** AVAILABLE DATA **
* * * * *
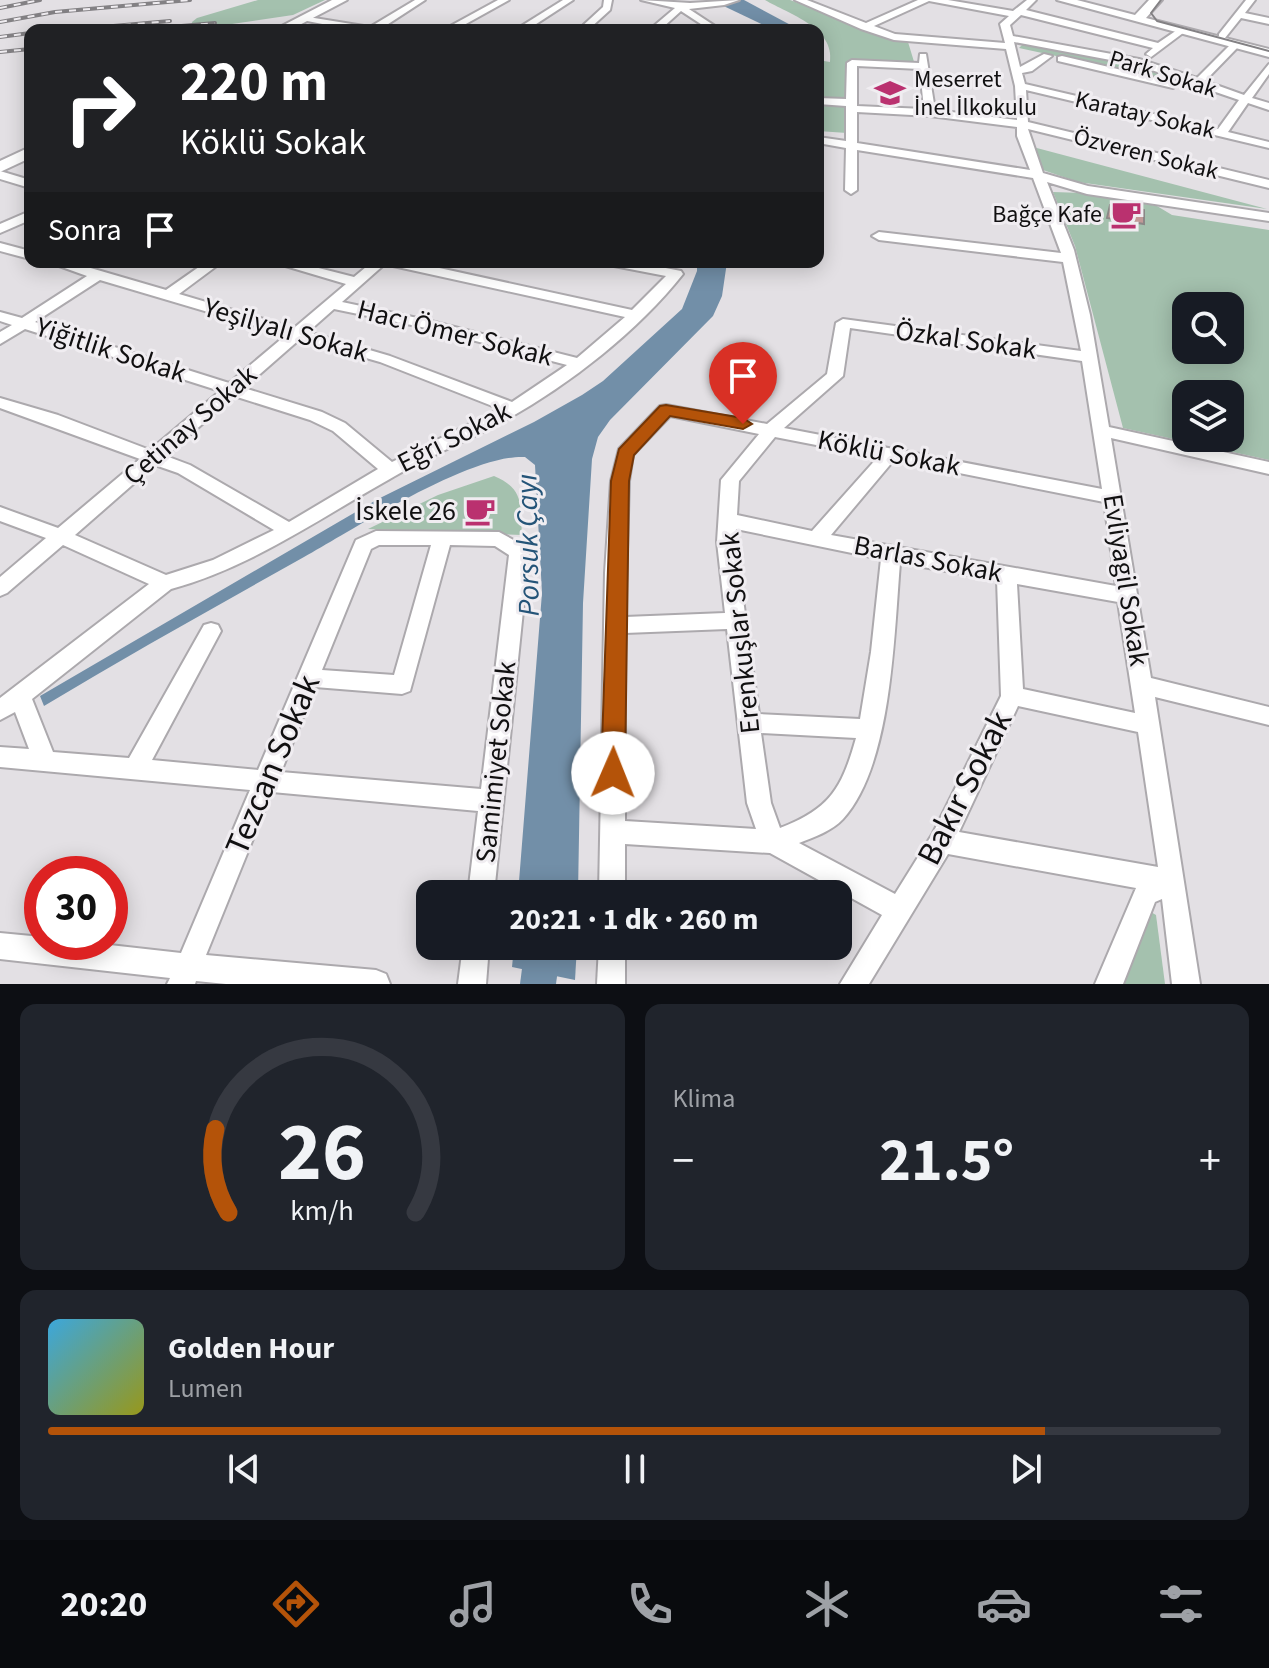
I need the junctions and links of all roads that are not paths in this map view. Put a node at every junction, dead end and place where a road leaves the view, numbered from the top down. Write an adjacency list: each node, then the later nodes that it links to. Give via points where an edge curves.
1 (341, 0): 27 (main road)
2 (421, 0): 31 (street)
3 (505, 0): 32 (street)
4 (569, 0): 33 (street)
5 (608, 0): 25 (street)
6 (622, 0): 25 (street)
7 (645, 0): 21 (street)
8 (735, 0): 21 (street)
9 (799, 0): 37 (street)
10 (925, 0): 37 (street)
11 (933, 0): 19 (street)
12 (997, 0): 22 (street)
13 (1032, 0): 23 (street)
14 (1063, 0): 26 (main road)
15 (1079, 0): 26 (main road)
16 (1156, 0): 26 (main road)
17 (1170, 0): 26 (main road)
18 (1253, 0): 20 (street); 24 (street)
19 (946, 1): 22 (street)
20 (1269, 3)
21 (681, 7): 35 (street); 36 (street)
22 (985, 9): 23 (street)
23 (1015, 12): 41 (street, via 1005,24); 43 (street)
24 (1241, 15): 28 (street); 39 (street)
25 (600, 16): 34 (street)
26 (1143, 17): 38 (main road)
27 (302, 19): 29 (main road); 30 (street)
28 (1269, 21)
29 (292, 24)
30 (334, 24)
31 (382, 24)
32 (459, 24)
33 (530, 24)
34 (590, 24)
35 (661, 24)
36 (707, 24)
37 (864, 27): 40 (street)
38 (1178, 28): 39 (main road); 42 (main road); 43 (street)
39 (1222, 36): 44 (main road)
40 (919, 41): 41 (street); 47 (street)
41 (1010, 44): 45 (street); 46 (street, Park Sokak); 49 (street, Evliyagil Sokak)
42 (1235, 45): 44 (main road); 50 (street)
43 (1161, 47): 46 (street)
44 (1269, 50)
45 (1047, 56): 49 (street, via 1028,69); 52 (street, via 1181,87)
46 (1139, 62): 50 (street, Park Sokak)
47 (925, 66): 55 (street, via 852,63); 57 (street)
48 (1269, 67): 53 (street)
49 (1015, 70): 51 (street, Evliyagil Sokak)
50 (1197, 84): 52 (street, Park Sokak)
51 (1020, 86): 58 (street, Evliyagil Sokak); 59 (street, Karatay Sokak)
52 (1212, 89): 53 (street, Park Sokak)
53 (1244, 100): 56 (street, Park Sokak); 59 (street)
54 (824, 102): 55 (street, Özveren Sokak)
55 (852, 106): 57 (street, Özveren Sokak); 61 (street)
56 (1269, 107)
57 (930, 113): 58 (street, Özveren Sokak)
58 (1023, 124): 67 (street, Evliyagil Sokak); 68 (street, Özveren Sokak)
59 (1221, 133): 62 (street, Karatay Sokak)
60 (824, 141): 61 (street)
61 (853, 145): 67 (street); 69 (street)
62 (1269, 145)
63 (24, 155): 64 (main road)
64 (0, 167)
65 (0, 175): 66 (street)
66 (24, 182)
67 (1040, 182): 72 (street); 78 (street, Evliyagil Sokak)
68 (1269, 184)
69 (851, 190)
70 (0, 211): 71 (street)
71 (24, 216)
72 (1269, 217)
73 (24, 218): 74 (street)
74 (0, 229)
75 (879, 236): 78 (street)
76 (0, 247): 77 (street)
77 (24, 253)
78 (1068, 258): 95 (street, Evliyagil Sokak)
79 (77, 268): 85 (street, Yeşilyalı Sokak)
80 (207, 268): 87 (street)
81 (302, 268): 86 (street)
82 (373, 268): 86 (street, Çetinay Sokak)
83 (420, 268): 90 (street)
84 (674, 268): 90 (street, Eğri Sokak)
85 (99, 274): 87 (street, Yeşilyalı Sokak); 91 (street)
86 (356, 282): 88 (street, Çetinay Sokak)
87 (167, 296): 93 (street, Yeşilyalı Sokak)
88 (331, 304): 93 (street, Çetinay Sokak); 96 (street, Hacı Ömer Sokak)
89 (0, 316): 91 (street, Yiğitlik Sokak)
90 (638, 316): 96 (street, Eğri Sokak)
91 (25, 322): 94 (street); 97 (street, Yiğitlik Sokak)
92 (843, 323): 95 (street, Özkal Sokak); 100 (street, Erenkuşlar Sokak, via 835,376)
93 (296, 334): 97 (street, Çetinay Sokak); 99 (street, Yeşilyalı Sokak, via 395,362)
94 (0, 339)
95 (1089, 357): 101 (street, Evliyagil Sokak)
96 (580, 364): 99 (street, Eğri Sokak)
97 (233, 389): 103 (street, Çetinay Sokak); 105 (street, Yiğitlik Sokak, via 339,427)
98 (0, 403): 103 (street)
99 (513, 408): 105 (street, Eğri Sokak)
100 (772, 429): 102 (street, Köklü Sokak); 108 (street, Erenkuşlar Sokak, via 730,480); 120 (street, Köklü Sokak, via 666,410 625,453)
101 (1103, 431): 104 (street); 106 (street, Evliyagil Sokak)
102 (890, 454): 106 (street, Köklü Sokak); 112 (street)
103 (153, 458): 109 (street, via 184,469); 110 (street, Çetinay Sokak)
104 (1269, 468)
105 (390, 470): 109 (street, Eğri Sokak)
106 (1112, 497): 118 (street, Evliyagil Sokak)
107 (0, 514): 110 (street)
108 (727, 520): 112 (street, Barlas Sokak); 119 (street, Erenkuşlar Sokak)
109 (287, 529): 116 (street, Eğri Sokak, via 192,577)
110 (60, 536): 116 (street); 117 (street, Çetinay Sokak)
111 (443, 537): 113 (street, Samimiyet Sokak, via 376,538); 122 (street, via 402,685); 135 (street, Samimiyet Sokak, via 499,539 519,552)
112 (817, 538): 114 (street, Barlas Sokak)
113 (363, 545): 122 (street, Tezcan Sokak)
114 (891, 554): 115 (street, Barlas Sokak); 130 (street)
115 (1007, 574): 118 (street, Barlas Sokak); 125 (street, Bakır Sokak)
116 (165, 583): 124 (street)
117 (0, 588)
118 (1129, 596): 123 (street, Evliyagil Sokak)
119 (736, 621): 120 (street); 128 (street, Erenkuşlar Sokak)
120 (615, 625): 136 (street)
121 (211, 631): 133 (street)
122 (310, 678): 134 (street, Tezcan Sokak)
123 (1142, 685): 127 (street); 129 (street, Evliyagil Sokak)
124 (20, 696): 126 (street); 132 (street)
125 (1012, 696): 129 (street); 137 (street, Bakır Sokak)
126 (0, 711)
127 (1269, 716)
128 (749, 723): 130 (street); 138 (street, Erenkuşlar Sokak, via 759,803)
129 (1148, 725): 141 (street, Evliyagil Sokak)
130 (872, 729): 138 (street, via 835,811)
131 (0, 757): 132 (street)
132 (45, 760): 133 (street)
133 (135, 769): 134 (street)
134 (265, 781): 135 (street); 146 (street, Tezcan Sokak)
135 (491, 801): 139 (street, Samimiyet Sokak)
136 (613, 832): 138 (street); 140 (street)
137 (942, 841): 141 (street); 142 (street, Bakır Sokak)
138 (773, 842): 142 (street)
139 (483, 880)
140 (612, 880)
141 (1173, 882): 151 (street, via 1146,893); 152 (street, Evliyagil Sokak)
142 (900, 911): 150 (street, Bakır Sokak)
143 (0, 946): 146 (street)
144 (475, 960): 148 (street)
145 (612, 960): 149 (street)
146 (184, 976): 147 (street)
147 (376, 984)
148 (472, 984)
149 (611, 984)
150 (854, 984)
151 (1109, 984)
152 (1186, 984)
* * * * *
** REQUIRED WORK **
Count, in the records above, the lines that contain "Karatay", and write only the resulting number.

** ANSWER FOR THIS EXERCISE **
2